Monday, November 08, 2004

Musings on silly parental counting and on language

Since Otter's fifteen-month appointment, when the doctor asked how many words Otter could say, I've found myself obsessed with trying to keep rough track of his new words and signs. (I also keep track so that I can give periodic lists to his daycare provider, so that they'll have a clue what he's saying.) At latest count, he had over 100: more than 40 concepts where he knows both the signs and the words, at least 10 to 20 more where he knows the signs but can't say the words, and more than 40 words where he doesn't use or know the signs.

What does any of that prove? I want it to prove that we're doing something right, and I suppose in a way it does, except that lots of parents who are doing jobs as good as or better than G and I have kids (especially boys, apparently) have kids who speak (and/or sign) a lot less than this at this age.

I pointed this out to Otter this morning when he bounced up in bed at 6 am and started conversing, one word in each paragraph being discernible, and I said, somewhat ruefully(it was 6 am, remember?) "hey, you know a lot of small children--especially boys--can't say more than a few words at this age."

I do believe a lot of it is the signing. I believe Otter has a much easier time figuring out how to remember a concept when he has both word and sign for it. We also have a much easier time figuring out what he's saying when he has both: if one is unclear, he can use the other one.

Most often, though, he uses them interchangeably but not always together. He always uses the signs for hurt and help, and occasionally adds in the words. For hurt he more often says "owww", though he knows how to say "hurt".

While eating he focuses on using signs, perhaps because his mouth is busy.
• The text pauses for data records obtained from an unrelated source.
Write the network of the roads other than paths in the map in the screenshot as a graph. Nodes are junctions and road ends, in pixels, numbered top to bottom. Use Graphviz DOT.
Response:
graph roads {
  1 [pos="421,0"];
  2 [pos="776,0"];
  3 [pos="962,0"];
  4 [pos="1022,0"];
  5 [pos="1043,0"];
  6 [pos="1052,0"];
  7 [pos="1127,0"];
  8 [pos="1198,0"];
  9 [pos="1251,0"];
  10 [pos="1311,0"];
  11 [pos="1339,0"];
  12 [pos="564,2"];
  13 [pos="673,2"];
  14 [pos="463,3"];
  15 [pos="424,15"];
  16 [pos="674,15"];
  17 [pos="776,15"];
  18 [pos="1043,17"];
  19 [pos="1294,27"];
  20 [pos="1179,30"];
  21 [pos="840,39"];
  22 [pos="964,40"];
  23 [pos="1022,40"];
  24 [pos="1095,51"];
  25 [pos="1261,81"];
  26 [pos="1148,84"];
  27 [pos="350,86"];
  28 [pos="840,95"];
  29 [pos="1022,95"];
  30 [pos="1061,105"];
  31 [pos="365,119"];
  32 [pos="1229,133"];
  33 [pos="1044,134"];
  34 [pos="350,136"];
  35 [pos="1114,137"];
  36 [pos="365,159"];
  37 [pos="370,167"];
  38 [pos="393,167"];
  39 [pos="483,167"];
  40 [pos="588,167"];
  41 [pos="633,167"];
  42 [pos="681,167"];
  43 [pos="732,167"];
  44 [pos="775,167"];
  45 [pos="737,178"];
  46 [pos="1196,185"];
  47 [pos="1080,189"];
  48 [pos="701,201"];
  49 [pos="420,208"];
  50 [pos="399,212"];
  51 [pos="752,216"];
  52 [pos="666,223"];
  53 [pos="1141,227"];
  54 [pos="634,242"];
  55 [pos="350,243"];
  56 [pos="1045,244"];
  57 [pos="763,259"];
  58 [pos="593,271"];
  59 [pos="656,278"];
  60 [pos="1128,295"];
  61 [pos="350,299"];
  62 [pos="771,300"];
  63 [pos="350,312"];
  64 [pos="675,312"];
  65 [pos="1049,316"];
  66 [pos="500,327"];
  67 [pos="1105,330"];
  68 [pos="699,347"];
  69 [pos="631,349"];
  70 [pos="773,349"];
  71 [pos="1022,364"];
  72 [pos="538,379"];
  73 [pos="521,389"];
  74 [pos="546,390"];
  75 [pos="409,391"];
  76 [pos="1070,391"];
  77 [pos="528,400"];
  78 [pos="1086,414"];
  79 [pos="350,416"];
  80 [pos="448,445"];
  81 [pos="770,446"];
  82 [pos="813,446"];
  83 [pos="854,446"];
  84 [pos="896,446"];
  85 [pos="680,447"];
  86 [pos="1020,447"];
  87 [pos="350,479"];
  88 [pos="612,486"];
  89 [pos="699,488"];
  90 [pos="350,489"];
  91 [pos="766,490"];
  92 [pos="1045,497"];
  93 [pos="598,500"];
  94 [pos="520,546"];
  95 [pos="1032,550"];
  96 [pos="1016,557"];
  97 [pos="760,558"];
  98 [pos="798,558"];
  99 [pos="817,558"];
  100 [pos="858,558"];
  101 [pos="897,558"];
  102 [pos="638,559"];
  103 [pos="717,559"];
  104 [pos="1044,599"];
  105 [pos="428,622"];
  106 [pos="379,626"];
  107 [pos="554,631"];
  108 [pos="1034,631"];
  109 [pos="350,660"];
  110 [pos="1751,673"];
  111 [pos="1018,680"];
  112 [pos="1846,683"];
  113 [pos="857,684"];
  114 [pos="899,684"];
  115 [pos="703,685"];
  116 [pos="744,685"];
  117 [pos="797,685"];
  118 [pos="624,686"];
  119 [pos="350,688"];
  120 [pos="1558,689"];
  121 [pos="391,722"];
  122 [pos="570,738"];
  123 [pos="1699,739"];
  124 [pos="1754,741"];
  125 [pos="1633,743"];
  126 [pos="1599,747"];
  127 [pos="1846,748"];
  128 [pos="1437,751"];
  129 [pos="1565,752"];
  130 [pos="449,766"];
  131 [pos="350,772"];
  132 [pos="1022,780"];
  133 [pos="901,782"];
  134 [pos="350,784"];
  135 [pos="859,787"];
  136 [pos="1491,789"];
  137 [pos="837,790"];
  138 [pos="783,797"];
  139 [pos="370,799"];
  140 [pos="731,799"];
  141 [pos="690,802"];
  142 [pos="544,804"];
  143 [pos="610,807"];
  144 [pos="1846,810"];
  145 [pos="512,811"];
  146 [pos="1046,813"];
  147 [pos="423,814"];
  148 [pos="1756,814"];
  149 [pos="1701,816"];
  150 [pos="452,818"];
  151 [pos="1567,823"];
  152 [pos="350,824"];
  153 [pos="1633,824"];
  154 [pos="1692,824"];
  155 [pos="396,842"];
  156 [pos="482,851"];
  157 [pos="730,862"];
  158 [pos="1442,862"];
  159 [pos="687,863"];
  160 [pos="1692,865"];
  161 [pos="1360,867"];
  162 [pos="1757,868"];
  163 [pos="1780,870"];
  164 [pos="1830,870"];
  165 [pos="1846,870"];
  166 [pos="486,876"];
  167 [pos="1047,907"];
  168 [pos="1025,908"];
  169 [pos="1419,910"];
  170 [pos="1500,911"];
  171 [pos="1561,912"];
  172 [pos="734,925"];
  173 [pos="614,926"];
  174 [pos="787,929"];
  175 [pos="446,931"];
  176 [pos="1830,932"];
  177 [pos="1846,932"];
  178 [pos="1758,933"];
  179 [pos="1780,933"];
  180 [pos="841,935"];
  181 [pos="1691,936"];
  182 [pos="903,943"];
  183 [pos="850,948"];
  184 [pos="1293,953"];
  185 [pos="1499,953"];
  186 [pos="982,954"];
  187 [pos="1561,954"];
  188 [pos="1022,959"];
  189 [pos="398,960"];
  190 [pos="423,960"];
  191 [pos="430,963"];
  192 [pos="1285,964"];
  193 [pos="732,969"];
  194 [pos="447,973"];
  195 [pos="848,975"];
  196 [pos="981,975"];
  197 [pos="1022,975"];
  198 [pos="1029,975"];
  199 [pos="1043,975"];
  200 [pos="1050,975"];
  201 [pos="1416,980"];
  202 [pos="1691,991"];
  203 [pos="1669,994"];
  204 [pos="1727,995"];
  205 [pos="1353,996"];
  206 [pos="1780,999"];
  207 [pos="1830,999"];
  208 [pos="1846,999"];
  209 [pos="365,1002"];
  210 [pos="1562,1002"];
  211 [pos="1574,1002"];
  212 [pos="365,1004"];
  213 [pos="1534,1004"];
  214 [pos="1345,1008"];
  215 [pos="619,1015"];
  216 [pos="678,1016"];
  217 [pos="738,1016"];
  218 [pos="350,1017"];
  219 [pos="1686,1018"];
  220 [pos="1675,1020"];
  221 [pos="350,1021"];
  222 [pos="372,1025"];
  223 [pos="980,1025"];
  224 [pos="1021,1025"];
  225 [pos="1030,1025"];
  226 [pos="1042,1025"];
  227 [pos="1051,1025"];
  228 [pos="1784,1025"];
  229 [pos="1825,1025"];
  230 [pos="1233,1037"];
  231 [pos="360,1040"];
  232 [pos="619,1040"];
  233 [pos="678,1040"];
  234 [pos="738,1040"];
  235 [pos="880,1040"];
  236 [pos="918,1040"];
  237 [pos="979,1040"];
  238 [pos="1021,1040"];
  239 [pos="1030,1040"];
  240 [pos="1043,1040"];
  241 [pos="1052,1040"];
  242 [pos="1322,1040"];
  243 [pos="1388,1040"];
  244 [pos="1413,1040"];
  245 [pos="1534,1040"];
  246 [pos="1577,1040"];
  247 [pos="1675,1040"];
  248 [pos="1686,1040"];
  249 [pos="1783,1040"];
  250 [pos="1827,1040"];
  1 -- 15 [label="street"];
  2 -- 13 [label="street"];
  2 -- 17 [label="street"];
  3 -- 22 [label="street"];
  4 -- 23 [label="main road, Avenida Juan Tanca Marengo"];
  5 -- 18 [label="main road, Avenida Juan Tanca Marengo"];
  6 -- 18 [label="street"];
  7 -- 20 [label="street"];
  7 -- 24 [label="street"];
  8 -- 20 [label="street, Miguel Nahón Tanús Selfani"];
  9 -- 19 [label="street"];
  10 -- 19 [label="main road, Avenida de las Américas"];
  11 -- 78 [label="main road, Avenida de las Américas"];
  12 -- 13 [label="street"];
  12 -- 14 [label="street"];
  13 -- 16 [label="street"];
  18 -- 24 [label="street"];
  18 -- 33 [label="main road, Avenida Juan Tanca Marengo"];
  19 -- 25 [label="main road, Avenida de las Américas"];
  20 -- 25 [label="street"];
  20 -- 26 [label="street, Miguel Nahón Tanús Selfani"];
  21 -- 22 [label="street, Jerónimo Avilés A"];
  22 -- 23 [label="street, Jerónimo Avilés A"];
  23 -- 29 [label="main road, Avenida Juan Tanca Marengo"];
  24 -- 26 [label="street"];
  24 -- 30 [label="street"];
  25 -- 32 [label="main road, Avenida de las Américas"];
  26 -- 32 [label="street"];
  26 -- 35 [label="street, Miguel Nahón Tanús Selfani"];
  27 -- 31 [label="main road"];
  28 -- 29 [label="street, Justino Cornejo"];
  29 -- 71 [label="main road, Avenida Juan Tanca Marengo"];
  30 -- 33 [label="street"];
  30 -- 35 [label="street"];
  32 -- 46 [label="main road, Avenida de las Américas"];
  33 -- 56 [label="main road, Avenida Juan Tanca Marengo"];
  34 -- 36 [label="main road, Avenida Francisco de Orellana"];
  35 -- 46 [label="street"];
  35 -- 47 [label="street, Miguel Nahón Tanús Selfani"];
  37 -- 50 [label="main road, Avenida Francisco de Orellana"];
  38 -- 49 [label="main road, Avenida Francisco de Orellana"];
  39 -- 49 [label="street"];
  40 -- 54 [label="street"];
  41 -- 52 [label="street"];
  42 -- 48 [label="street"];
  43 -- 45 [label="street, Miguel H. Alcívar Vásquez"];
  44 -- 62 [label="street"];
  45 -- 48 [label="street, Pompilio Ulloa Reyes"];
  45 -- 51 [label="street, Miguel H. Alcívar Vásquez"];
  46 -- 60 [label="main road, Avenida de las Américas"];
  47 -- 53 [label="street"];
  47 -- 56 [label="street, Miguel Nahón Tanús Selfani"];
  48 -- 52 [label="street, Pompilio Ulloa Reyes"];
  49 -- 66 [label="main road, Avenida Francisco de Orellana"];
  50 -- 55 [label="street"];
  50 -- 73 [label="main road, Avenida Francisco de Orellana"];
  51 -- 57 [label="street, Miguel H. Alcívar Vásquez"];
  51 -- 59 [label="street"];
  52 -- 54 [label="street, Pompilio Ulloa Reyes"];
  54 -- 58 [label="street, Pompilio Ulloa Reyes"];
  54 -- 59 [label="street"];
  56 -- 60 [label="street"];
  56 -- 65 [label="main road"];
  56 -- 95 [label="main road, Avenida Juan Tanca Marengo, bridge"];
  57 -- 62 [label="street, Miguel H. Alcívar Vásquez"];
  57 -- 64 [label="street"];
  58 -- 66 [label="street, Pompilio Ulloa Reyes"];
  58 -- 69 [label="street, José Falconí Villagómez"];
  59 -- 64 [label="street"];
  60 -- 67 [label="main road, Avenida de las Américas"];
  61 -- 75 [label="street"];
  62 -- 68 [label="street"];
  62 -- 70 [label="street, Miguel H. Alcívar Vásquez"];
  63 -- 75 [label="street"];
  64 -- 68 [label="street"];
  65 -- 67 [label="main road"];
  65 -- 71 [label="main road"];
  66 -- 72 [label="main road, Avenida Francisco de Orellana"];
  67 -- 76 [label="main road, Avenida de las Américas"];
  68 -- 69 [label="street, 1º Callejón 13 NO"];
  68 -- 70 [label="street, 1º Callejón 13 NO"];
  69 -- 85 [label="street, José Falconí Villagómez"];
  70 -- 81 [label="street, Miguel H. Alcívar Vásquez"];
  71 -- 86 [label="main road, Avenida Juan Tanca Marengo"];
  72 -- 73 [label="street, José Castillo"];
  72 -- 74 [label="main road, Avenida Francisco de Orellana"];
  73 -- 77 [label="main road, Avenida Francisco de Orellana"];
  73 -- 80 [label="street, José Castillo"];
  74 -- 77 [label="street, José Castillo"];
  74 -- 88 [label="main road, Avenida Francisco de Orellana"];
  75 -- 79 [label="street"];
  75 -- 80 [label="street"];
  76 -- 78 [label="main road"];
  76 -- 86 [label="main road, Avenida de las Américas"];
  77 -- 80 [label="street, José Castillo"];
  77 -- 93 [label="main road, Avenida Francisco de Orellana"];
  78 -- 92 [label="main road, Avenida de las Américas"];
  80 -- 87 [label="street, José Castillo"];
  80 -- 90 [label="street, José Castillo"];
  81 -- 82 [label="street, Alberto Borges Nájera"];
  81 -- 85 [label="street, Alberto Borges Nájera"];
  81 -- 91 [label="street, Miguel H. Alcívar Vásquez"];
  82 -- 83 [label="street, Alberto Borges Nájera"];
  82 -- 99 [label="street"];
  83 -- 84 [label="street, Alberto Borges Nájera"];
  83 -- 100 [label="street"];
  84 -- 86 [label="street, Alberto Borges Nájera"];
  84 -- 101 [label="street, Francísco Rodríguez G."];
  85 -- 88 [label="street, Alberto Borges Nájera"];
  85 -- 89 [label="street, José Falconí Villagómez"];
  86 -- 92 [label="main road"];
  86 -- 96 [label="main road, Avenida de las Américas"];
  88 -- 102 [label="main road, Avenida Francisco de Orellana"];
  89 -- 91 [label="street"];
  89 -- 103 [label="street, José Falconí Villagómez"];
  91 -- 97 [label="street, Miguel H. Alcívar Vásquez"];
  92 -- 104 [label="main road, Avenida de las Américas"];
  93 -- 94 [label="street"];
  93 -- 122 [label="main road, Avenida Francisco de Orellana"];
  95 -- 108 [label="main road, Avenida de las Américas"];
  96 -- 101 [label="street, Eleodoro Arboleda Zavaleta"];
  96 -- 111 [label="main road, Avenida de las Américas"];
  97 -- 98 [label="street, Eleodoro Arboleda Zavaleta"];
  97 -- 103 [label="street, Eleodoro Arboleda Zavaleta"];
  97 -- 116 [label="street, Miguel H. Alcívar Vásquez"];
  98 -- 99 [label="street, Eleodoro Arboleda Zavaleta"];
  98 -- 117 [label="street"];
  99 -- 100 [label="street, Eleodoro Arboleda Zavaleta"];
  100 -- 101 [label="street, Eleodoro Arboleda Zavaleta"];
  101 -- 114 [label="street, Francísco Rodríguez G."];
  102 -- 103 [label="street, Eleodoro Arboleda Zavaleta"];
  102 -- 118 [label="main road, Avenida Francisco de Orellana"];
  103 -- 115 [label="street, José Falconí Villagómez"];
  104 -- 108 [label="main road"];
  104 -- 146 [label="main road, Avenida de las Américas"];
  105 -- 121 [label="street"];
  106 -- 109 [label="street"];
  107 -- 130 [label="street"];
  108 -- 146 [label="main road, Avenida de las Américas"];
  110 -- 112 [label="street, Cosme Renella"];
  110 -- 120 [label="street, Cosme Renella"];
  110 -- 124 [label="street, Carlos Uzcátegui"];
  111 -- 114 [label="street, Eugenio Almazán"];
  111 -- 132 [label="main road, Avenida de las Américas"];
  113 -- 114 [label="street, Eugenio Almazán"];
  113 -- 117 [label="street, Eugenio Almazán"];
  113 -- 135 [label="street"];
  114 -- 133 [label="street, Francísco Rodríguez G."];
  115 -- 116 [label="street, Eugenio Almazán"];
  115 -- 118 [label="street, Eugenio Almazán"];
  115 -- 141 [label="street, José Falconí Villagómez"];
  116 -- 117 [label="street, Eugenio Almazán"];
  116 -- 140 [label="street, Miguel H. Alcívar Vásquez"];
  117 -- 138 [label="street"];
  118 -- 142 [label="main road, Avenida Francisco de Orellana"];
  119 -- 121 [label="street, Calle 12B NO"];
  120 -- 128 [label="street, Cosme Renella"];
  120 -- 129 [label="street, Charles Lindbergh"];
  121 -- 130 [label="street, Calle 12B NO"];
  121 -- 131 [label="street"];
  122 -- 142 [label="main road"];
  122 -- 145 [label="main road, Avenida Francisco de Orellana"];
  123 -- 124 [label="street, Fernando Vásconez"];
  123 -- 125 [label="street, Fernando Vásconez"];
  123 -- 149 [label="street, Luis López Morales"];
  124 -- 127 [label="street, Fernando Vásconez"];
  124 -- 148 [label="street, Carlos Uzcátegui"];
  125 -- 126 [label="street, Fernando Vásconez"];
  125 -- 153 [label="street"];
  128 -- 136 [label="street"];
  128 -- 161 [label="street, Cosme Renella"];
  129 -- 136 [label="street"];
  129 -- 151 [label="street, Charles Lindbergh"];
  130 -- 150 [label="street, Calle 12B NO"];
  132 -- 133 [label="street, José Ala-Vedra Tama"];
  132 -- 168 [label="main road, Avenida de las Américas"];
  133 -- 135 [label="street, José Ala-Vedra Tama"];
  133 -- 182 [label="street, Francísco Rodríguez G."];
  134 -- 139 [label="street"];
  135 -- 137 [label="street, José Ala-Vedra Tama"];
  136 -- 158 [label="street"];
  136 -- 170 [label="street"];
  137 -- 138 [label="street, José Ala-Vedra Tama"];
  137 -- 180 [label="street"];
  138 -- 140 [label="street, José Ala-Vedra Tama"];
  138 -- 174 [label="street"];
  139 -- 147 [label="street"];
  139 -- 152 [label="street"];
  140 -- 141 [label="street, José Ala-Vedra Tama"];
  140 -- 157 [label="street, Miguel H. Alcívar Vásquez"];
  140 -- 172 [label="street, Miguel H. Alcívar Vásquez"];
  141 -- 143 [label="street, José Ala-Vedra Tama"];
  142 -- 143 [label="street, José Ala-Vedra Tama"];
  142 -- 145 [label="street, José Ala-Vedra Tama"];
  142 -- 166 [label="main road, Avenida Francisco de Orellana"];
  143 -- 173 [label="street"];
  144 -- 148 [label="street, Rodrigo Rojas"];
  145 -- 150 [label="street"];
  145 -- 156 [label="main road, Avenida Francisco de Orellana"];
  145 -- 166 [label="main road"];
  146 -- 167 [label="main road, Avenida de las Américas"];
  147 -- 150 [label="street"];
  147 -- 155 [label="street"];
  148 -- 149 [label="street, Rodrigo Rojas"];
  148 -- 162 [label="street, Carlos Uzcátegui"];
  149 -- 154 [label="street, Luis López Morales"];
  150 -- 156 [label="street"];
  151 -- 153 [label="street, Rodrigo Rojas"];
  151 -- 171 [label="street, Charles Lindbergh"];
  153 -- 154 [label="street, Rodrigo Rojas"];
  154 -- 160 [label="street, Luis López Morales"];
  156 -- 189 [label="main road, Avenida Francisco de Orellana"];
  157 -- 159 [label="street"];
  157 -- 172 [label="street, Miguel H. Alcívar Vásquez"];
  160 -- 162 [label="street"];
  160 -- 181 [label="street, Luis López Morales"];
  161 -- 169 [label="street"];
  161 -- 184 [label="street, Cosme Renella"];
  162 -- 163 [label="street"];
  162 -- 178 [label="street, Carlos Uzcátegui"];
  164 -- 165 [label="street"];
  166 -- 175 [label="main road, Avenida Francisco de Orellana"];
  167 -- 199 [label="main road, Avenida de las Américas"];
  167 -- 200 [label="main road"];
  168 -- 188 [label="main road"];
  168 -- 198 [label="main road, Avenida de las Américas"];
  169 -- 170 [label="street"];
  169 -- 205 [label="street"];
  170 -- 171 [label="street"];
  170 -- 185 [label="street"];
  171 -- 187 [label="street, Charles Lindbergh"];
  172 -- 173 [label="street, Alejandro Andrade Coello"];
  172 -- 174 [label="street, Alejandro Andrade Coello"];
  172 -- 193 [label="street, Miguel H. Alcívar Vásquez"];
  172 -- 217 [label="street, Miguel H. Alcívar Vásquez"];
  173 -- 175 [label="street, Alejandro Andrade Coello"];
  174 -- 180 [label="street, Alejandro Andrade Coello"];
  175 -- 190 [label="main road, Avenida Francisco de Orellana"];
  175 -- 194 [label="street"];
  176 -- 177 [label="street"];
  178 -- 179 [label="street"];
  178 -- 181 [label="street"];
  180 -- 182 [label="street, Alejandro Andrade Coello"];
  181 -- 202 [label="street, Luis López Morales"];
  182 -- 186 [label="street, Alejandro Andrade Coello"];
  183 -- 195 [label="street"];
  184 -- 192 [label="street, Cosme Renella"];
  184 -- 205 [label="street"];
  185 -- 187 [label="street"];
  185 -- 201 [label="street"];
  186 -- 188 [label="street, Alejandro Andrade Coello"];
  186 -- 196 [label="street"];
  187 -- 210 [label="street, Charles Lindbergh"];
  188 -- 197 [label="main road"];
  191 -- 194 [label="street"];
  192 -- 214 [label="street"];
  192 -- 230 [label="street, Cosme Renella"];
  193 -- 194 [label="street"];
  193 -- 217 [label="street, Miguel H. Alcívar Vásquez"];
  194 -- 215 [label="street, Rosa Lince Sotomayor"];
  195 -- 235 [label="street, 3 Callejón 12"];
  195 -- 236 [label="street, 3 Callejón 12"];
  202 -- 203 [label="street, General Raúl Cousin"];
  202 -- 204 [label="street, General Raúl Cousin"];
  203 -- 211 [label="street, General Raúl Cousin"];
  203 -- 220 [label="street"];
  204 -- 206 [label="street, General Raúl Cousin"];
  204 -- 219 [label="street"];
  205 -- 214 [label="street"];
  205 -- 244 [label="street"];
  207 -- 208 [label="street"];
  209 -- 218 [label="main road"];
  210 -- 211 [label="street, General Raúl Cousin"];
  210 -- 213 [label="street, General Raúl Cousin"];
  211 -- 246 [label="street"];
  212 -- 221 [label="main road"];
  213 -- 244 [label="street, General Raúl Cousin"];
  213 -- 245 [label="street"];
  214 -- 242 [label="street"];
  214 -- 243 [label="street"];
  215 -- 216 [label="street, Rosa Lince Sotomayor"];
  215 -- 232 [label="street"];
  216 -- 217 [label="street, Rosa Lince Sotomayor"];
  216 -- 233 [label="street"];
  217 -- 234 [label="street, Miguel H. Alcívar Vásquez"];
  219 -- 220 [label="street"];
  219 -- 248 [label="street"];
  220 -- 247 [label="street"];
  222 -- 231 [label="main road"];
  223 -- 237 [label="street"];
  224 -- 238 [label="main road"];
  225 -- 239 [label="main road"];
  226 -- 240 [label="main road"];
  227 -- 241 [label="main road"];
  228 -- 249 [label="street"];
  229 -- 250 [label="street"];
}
At daycare, he uses some of both; they don't know all of the ones he uses but we've given them a list of the major ones.

It does seem as if the signs and words for new concepts are coming right on top of each other lately, which would tend to support the idea that having one makes the other easier somehow. And when motivated he learns signs much more quickly than words; he learned the sign for (veggie) burger in one try, whereas the word burger has made no appearance. (Instead he says "hot" while making the sign for burger.)

Conclusions? I'm not sure. I'd heard from other parents that their kids dropped the signs once they could say the words clearly; Otter doesn't do that. It makes me wonder if the parents stopped reinforcing the signs once they didn't need them, as Otter has shown no inclination to drop any of his. Or perhaps he'll start dropping them later.

I think he enjoys signing, and I know G and I love seeing him sign. I would love for us to gradually learn enough to hold a real conversation; right now we have 150 or so scattered signs and we're doing very rudimentary "signed English", not real ASL. We (G and I) are essentially lost about ASL syntax; I want to spend some time figuring out how to put together sentences and whole ideas, not just one and two sign concepts.

Maybe on our next long car trip we can practice. Or I can practice and explain to G while G drives.